Here are five pieces of wisdom that we've gleaned from the last six months (and handful of days):
President Obama Is The Greatest Hero Of All
As his many comic book appearances have demonstrated, there's no end to our current president's ability to save the world from any genre of threat. Amazing Spider-Man has him fighting supervillains, Youngblood shows him carrying massive laserguns to shoot renegade soldiers taking over the White House, Drafted gives us an alien-invasion-battlin' Barack and Barack The Barbarian brings everything back down to sword and sorcery basics. He's like a modern-day Arnold Schwarzenegger - and enough to make us wonder just how the comic industry would've dealt with John McCain winning the election instead.

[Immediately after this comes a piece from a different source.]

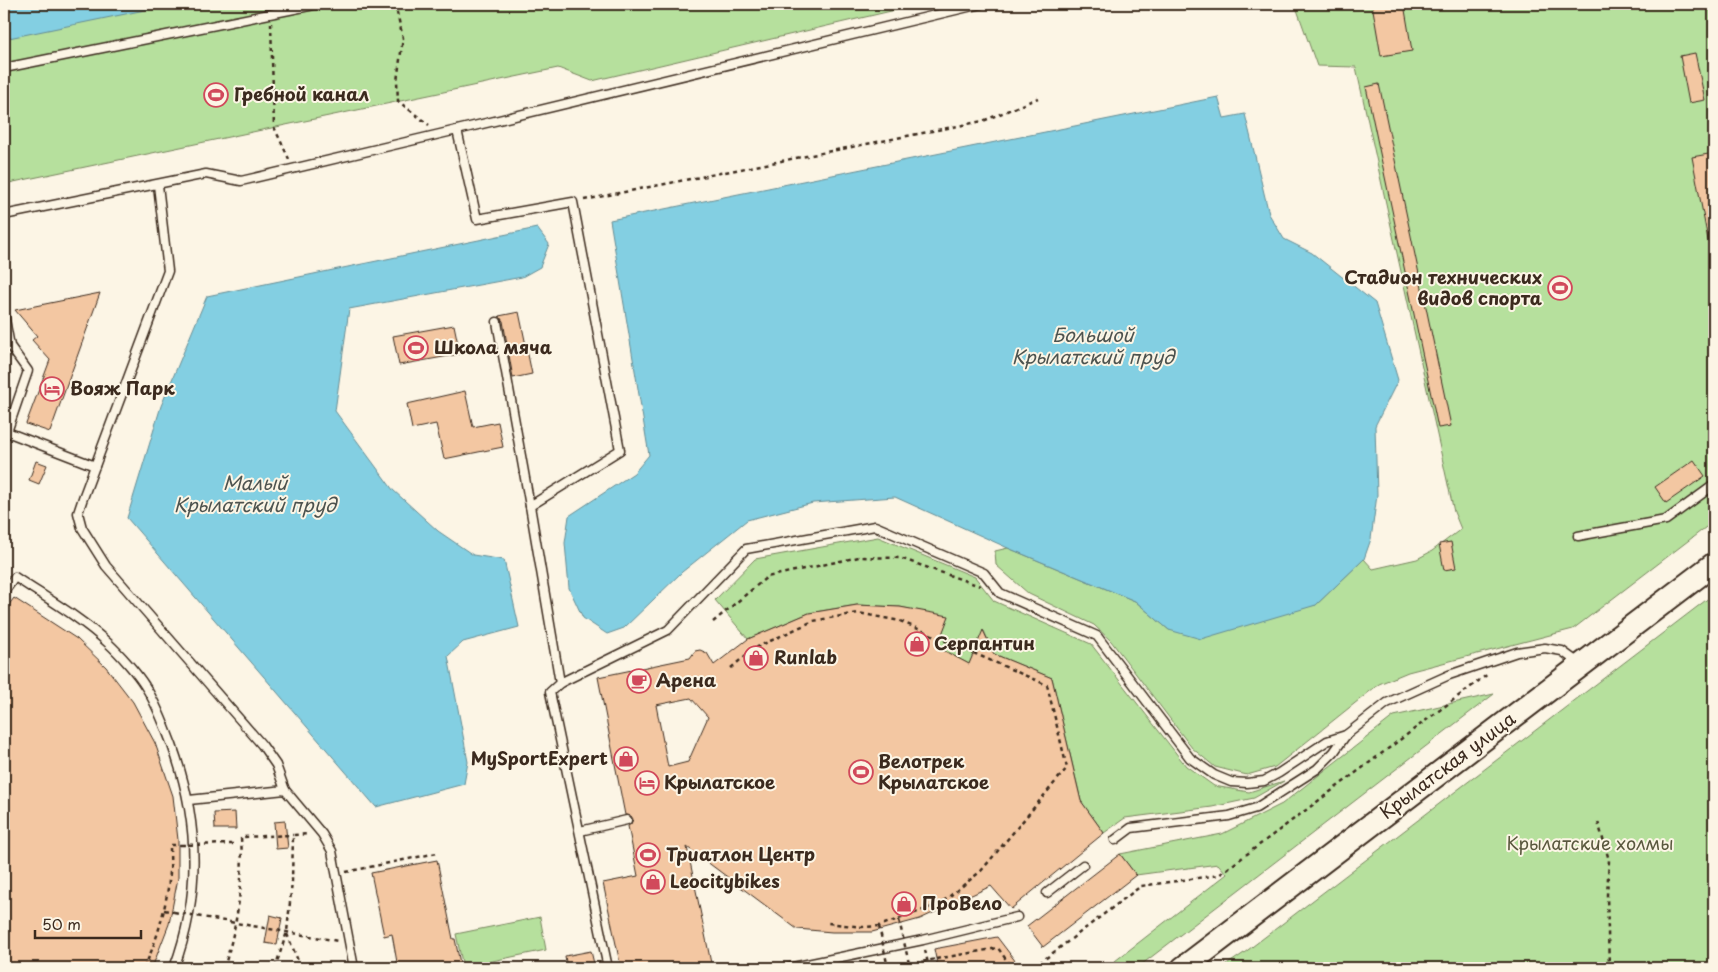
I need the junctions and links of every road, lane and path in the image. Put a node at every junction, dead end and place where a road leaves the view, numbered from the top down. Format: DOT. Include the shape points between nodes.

Threats To Humanity Are Getting Weaker
Last year, it was the Large Hadron Collider and the possibility that it would rip existence apart when someone flipped the switch, and this year, it was... Swine Flu. It can't just be me, can it? I mean, Swine Flu... Doesn't that seem like a step down from the technological "Our Quest For Knowledge May Destroy Us All" conceptual genius that threatened us last year? Even calling it "the H1N1 Influenza Virus" still sounds kind of shit. Okay, so there's no chance of "hardon" spoonerisms, but still: Pandemics? Haven't we done that already? I'm holding out hope that sewer monsters will brighten the remaining months of the year, however.

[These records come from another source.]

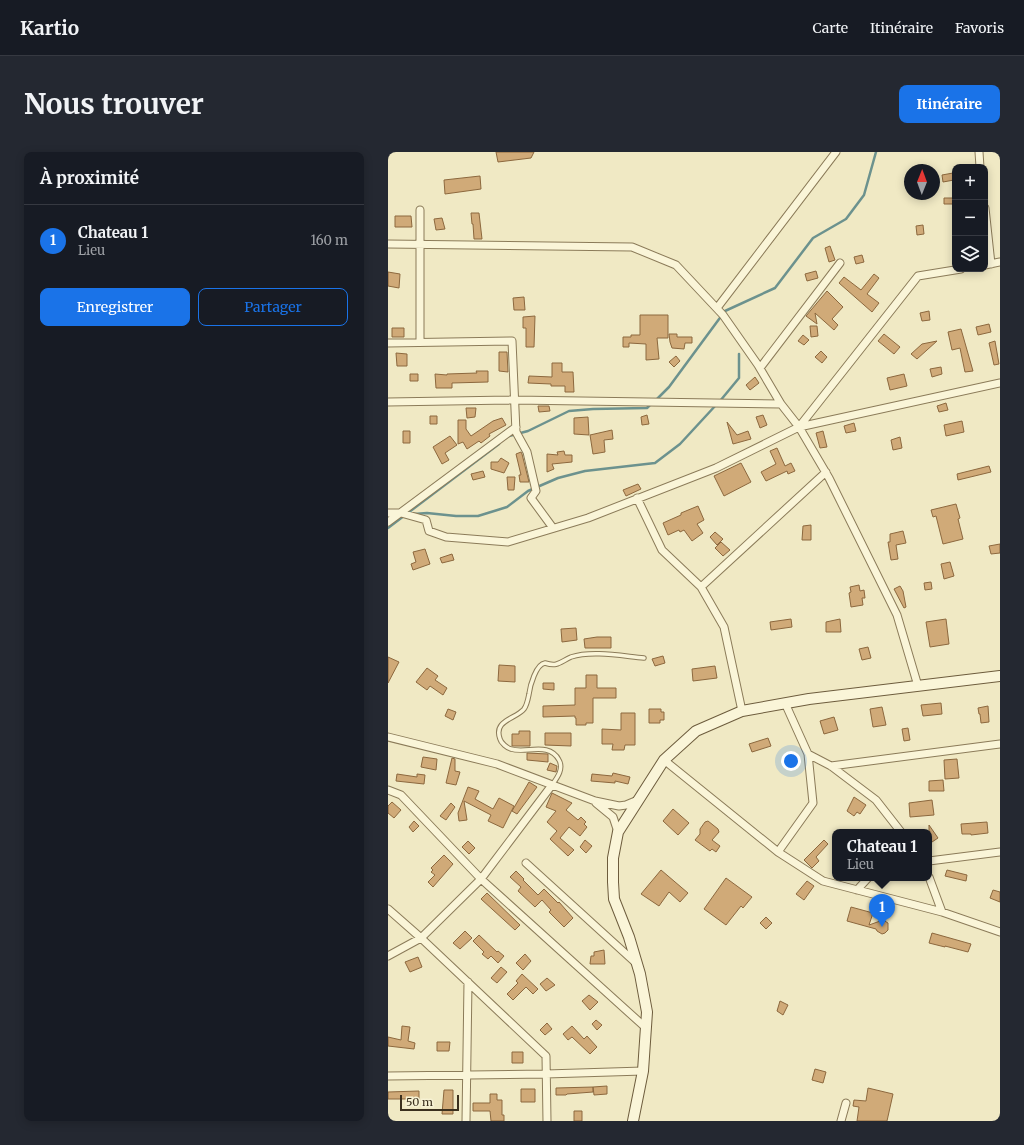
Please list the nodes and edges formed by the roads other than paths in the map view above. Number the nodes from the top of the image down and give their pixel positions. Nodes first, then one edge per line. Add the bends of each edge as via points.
1 (836, 152) edge
2 (979, 152) edge
3 (980, 164) edge
4 (420, 210) dead end
5 (388, 244) edge
6 (420, 245) junction
7 (1000, 262) edge
8 (840, 263) dead end
9 (988, 264) edge
10 (952, 270) edge
11 (717, 308) junction
12 (388, 342) edge
13 (420, 342) junction
14 (760, 368) junction
15 (1000, 383) edge
16 (515, 400) junction
17 (388, 402) edge
18 (781, 404) junction
19 (516, 427) junction
20 (799, 427) junction
21 (826, 472) junction
22 (637, 498) junction
23 (388, 513) edge
24 (401, 513) junction
25 (388, 522) edge
26 (553, 528) junction
27 (701, 587) junction
28 (644, 658) dead end
29 (1000, 676) edge
30 (918, 686) junction
31 (785, 703) junction
32 (742, 711) junction
33 (388, 737) edge
34 (1000, 744) edge
35 (808, 754) junction
36 (664, 760) junction
37 (831, 766) junction
38 (552, 785) junction
39 (388, 790) edge
40 (638, 800) junction
41 (595, 801) junction
42 (899, 829) edge
43 (618, 832) junction
44 (778, 852) junction
45 (1000, 852) edge
46 (932, 861) edge
47 (526, 863) dead end
48 (481, 880) junction
49 (865, 881) edge
50 (930, 881) edge
51 (857, 890) junction
52 (388, 909) edge
53 (942, 912) junction
54 (1000, 932) edge
55 (421, 938) junction
56 (388, 956) edge
57 (637, 965) junction
58 (468, 982) junction
59 (646, 1028) junction
60 (644, 1071) junction
61 (546, 1074) junction
62 (466, 1075) junction
63 (388, 1076) edge
64 (846, 1103) dead end
65 (466, 1121) edge
66 (548, 1121) edge
67 (633, 1121) edge
68 (842, 1121) edge

1 - 11 street
2 - 3 street
4 - 6 street
5 - 6 street
6 - 11 street via 632,247 676,265
6 - 13 street
7 - 9 street
8 - 14 street
10 - 20 street via 918,276
11 - 14 street
12 - 13 street
13 - 16 street via 512,341
14 - 18 street
15 - 20 street
16 - 17 street
16 - 18 street
16 - 19 street
18 - 20 street
19 - 24 street
19 - 26 street via 516,432 528,452 536,491 530,498
20 - 21 street
20 - 22 street via 716,468
21 - 27 street
21 - 30 street via 897,615
22 - 26 street via 588,518
22 - 27 street via 662,550
23 - 24 street
24 - 25 street
24 - 26 street via 426,520 429,531 446,537 508,542
27 - 32 street via 724,627
28 - 38 lane via 586,654 562,663 540,665 526,705 500,727 499,734 500,741 511,749 544,749 558,758 561,769
29 - 30 street
30 - 31 street
31 - 32 street
31 - 35 street
32 - 36 street via 696,731
33 - 38 street via 497,764
34 - 37 street
35 - 37 street
35 - 44 street via 813,803
36 - 40 street
36 - 44 street
37 - 42 street via 876,800
38 - 41 street
38 - 48 street
39 - 48 street via 401,795
40 - 41 street via 619,806
40 - 43 street
41 - 43 street via 613,817
43 - 57 street via 613,865 614,899
44 - 51 street via 823,881
45 - 46 street
47 - 57 street
48 - 55 street
48 - 59 street
49 - 51 street
50 - 53 street
51 - 53 street
52 - 55 street
53 - 54 street
55 - 56 street
55 - 58 street
57 - 59 street via 647,1012
58 - 61 street via 546,1056
58 - 62 street
59 - 60 street
60 - 61 street
60 - 67 street
61 - 62 street
61 - 66 street
62 - 63 street
62 - 65 street
64 - 68 street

The BBC Should Stop Making Us Feel Old
Yes, we know that it's just one of those aimless homilies that you know that you're getting old when the policemen and doctors start looking younger, but selecting a twelve year old to be the new Doctor Who really doesn't make us feel very good about ourselves nonetheless. I know that we started with the oldest of the Doctors and have progressively gotten younger since then - well, roughly - but between David Tennant and Matt Smith, I'm convinced that we'll have our first pre-teen Timelord by 2015. And then, the next one will be a little baby, just like in 2001: A Space Odyssey.
Joss Whedon Can Defy The Laws Of Nature
If nothing else, the renewal of Dollhouse proves that he can defy the laws of television. I wouldn't put money on him being unable to fly if he really wanted to.

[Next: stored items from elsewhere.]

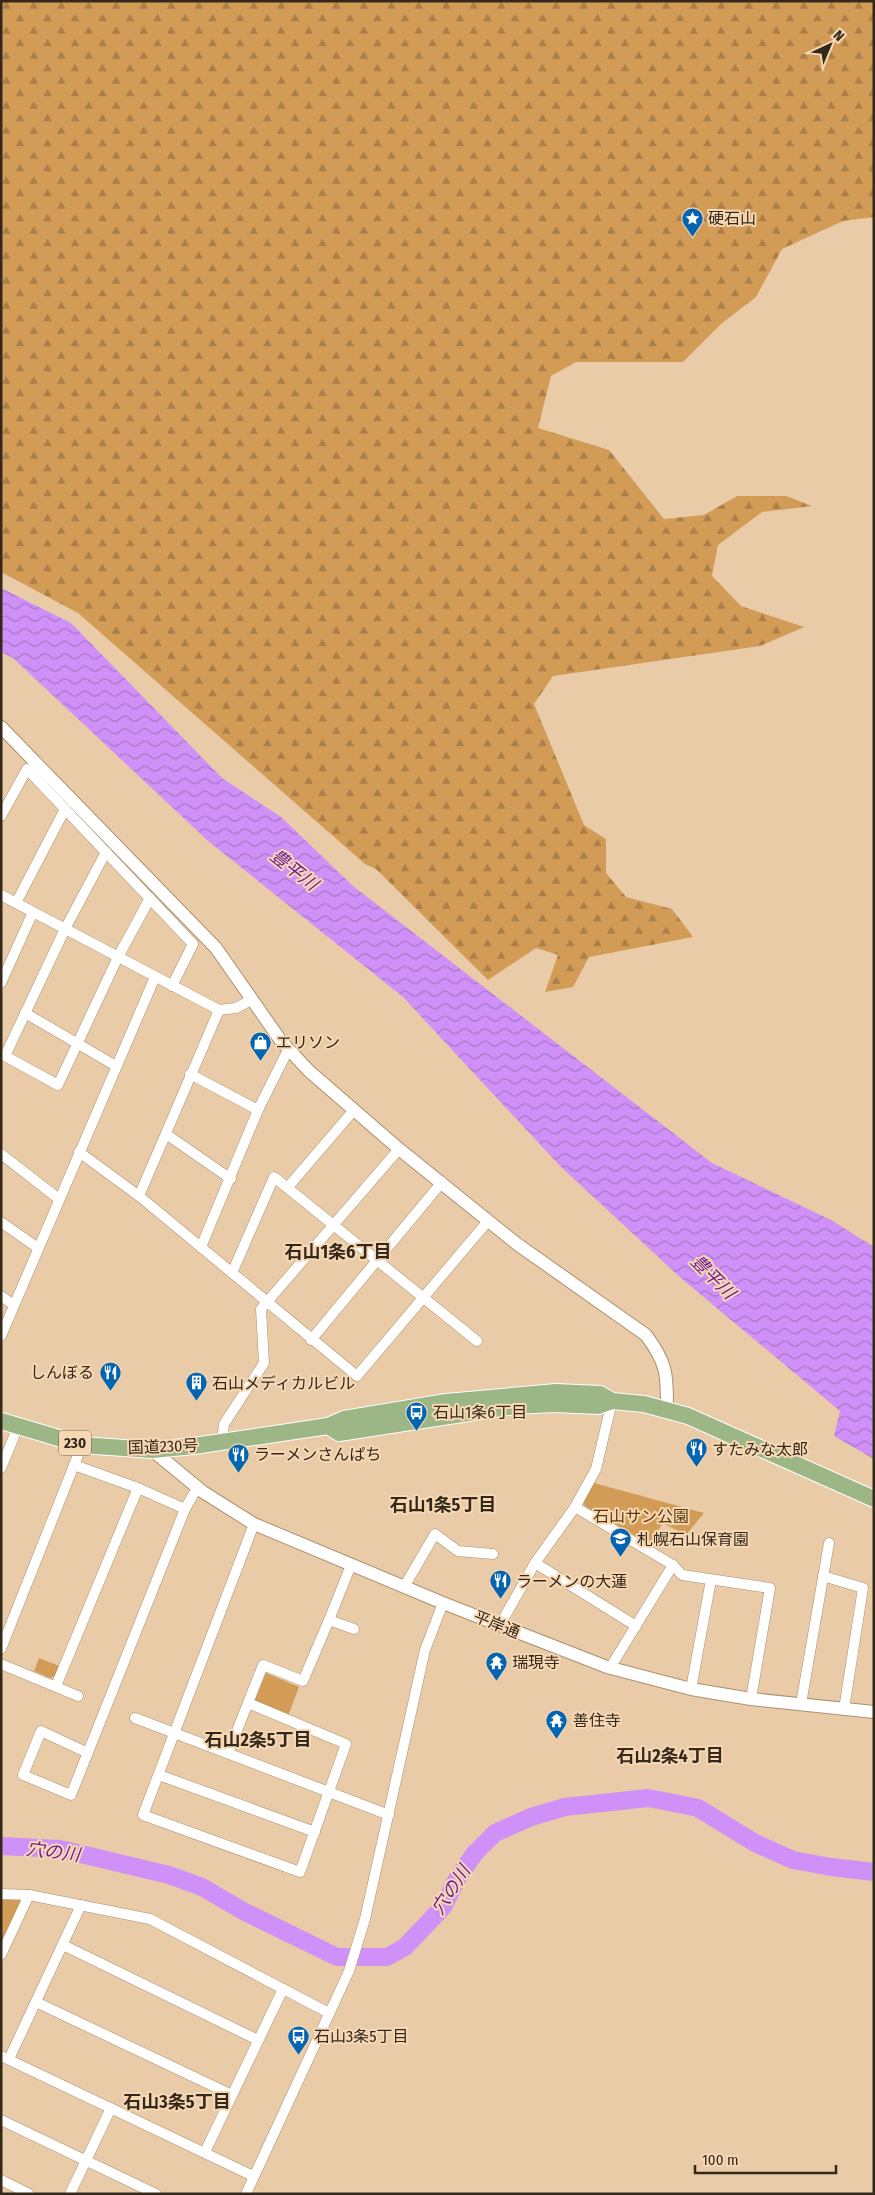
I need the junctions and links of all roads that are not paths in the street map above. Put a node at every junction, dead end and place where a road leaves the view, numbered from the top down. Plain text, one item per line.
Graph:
1 (1, 727) edge
2 (65, 809) junction
3 (1, 816) edge
4 (106, 852) junction
5 (1, 895) edge
6 (150, 898) junction
7 (16, 903) junction
8 (33, 912) junction
9 (65, 929) junction
10 (118, 957) junction
11 (154, 977) junction
12 (1, 983) edge
13 (172, 986) junction
14 (251, 1000) junction
15 (219, 1010) junction
16 (25, 1013) junction
17 (78, 1043) junction
18 (288, 1050) junction
19 (116, 1066) junction
20 (190, 1074) junction
21 (258, 1110) junction
22 (354, 1110) junction
23 (166, 1134) junction
24 (399, 1149) junction
25 (79, 1152) junction
26 (1, 1154) edge
27 (231, 1178) junction
28 (442, 1182) junction
29 (288, 1187) junction
30 (139, 1196) junction
31 (59, 1199) junction
32 (488, 1220) junction
33 (1, 1222) edge
34 (332, 1225) junction
35 (201, 1247) junction
36 (38, 1248) junction
37 (377, 1260) junction
38 (232, 1273) junction
39 (1, 1296) edge
40 (424, 1298) junction
41 (266, 1302) junction
42 (14, 1306) junction
43 (1, 1336) edge
44 (311, 1340) junction
45 (477, 1341) dead end
46 (612, 1401) junction
47 (668, 1411) junction
48 (1, 1421) edge
49 (18, 1427) junction
50 (222, 1442) junction
51 (82, 1445) junction
52 (152, 1450) junction
53 (74, 1465) junction
54 (1, 1468) edge
55 (138, 1488) junction
56 (197, 1488) junction
57 (874, 1499) edge
58 (575, 1507) junction
59 (185, 1509) junction
60 (254, 1524) junction
61 (829, 1543) dead end
62 (493, 1554) dead end
63 (535, 1563) junction
64 (351, 1565) junction
65 (673, 1565) junction
66 (823, 1576) junction
67 (711, 1580) junction
68 (404, 1587) junction
69 (443, 1603) junction
70 (329, 1620) junction
71 (500, 1625) junction
72 (636, 1626) junction
73 (354, 1629) dead end
74 (1, 1649) edge
75 (1, 1664) edge
76 (610, 1668) junction
77 (56, 1686) junction
78 (691, 1689) junction
79 (78, 1696) dead end
80 (750, 1699) junction
81 (248, 1704) junction
82 (801, 1704) junction
83 (844, 1709) junction
84 (874, 1712) edge
85 (135, 1718) dead end
86 (175, 1733) junction
87 (88, 1753) junction
88 (228, 1753) junction
89 (159, 1775) junction
90 (330, 1792) junction
91 (389, 1814) junction
92 (315, 1832) junction
93 (1, 1894) edge
94 (29, 1895) junction
95 (81, 1906) junction
96 (63, 1945) junction
97 (1, 1955) edge
98 (283, 1989) junction
99 (36, 2002) junction
100 (329, 2013) junction
101 (258, 2040) junction
102 (5, 2057) edge
103 (232, 2095) junction
104 (111, 2108) junction
105 (1, 2120) edge
106 (204, 2152) junction
107 (86, 2161) junction
108 (253, 2176) junction
109 (1, 2180) edge
110 (29, 2194) edge
111 (70, 2194) edge
112 (156, 2194) edge
113 (246, 2194) edge

1 - 14 street
2 - 3 street
2 - 4 street
2 - 7 street
4 - 6 street
4 - 9 street
5 - 7 street
6 - 10 street
6 - 13 street
7 - 8 street
8 - 9 street
8 - 12 street
9 - 10 street
9 - 16 street
10 - 11 street
10 - 17 street
11 - 13 street
11 - 19 street
13 - 15 street
14 - 15 street
14 - 18 street
15 - 20 street
16 - 17 street
16 - 17 street
17 - 19 street
18 - 21 street
18 - 22 street
19 - 25 street
20 - 21 street
20 - 23 street
21 - 27 street
22 - 24 street
22 - 29 street
23 - 27 street
23 - 30 street
24 - 28 street
24 - 34 street
25 - 30 street
25 - 31 street
26 - 31 street
27 - 35 street
28 - 32 street
28 - 37 street
29 - 34 street
29 - 38 street
30 - 35 street
31 - 36 street
32 - 40 street
32 - 47 street
33 - 36 street
34 - 37 street
34 - 41 street
35 - 38 street
36 - 42 street
37 - 40 street
37 - 44 street
38 - 41 street
39 - 42 street
40 - 44 street
40 - 45 street
41 - 44 street
41 - 50 street
42 - 43 street
46 - 47 highway, 国道230号 / 230
46 - 50 highway, 国道230号 / 230
46 - 58 street
47 - 57 highway, 国道230号 / 230
48 - 49 highway, 国道230号 / 230
49 - 51 highway, 国道230号 / 230
49 - 54 street
50 - 52 highway, 国道230号 / 230
51 - 52 highway, 国道230号 / 230
51 - 53 street
52 - 56 street, 平岸通
53 - 55 street
53 - 74 street
55 - 59 street
55 - 77 street
56 - 59 street
56 - 60 street, 平岸通
58 - 63 street
58 - 65 street
59 - 87 street
60 - 64 street, 平岸通
60 - 86 street
61 - 66 street
62 - 68 street
63 - 71 street
63 - 72 street
64 - 68 street, 平岸通
64 - 70 street
65 - 67 street
65 - 72 street
66 - 82 street
66 - 83 street
67 - 78 street
67 - 80 street
68 - 69 street, 平岸通
69 - 71 street, 平岸通
69 - 91 street
70 - 73 street
70 - 81 street
71 - 76 street, 平岸通
72 - 76 street
75 - 77 street
76 - 78 street, 平岸通
77 - 79 street
78 - 80 street, 平岸通
80 - 82 street, 平岸通
81 - 88 street
81 - 90 street
82 - 83 street, 平岸通
83 - 84 street, 平岸通
85 - 86 street
86 - 88 street
86 - 89 street
87 - 87 street
88 - 90 street
89 - 92 street
89 - 92 street
90 - 91 street
90 - 92 street
91 - 100 street
93 - 94 street
94 - 95 street
94 - 97 street
95 - 96 street
95 - 98 street
96 - 99 street
96 - 101 street
98 - 100 street
98 - 101 street
99 - 102 street
99 - 103 street
100 - 108 street
101 - 103 street
102 - 104 street
103 - 106 street
104 - 106 street
104 - 107 street
105 - 107 street
106 - 108 street
107 - 111 street
107 - 112 street
108 - 113 street
109 - 110 street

Terminator Salvation and Watchmen - two downbeat movies offering popcorn versions of pessimistic views of humanity ("Ultimately, man's greed and laziness will lead us to become disconnected from our fellow man and controlled by the machines and mechanisms that we created to ease our daily existences - but doesn't this slow-motion action sequence look hot?") - both failed to meet expectation at the box office, while Star Trek's hopeful, colorful version of a future that may be too lens-flarey to be cuddly but is nonetheless positive surpassed expectations. Terminator: The Sarah Connor Chronicles also died a slow death on television. The obvious conclusion? No-one wants to their entertainment to end with the lesson "We're all screwed." The Dark Knight's glossy hopelessness was so last year, people. We hadn't experienced so much of the economic downturn and/or the hopetrain of Obama back then. We were all so much more innocent and desperate to be mistreated by our movies. (Along the same lines - Size Matters: Terminator, featuring human-sized robots, fails to become a hit. Transformers: Revenge of The Fallen, featuring giant robots, breaks box office records. I think you can see what I'm saying here. See also: Robot On Robot Action Is More Acceptable Than Robot On Batman Action and Megan Fox Is Hotter Than Moon Bloodgood. Sorry, But There It Is.)
Bolstered with this new knowledge, we look forward to what the rest of the year can teach us - presuming, of course, that the sewer monsters don't decide to team up with Joss Whedon and end the world before then. Pray for us.